Records for the exercise
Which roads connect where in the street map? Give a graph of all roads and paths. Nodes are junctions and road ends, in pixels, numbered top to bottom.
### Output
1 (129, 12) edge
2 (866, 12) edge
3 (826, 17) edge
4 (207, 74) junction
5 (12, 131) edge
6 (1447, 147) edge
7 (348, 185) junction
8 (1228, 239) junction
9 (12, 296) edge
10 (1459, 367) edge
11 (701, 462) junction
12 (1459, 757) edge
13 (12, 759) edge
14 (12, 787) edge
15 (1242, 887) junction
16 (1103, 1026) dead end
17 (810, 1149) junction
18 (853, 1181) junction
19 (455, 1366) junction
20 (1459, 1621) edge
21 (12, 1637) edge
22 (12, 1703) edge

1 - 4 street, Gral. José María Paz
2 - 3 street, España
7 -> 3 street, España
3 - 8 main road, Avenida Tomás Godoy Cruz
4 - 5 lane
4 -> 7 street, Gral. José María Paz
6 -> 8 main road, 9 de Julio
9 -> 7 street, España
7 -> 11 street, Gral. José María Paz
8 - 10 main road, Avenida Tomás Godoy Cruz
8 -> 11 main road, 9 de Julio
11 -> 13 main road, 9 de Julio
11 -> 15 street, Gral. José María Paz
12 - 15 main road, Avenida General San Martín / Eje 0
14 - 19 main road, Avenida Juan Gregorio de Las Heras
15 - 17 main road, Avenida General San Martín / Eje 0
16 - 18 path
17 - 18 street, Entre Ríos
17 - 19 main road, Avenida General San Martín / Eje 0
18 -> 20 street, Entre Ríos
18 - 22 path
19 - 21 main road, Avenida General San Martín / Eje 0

Problem to work on
The entire listing should be repeated with no line missing and no word altered.

Result for this exercise
Which roads connect where in the street map? Give a graph of all roads and paths. Nodes are junctions and road ends, in pixels, numbered top to bottom.
### Output
1 (129, 12) edge
2 (866, 12) edge
3 (826, 17) edge
4 (207, 74) junction
5 (12, 131) edge
6 (1447, 147) edge
7 (348, 185) junction
8 (1228, 239) junction
9 (12, 296) edge
10 (1459, 367) edge
11 (701, 462) junction
12 (1459, 757) edge
13 (12, 759) edge
14 (12, 787) edge
15 (1242, 887) junction
16 (1103, 1026) dead end
17 (810, 1149) junction
18 (853, 1181) junction
19 (455, 1366) junction
20 (1459, 1621) edge
21 (12, 1637) edge
22 (12, 1703) edge

1 - 4 street, Gral. José María Paz
2 - 3 street, España
7 -> 3 street, España
3 - 8 main road, Avenida Tomás Godoy Cruz
4 - 5 lane
4 -> 7 street, Gral. José María Paz
6 -> 8 main road, 9 de Julio
9 -> 7 street, España
7 -> 11 street, Gral. José María Paz
8 - 10 main road, Avenida Tomás Godoy Cruz
8 -> 11 main road, 9 de Julio
11 -> 13 main road, 9 de Julio
11 -> 15 street, Gral. José María Paz
12 - 15 main road, Avenida General San Martín / Eje 0
14 - 19 main road, Avenida Juan Gregorio de Las Heras
15 - 17 main road, Avenida General San Martín / Eje 0
16 - 18 path
17 - 18 street, Entre Ríos
17 - 19 main road, Avenida General San Martín / Eje 0
18 -> 20 street, Entre Ríos
18 - 22 path
19 - 21 main road, Avenida General San Martín / Eje 0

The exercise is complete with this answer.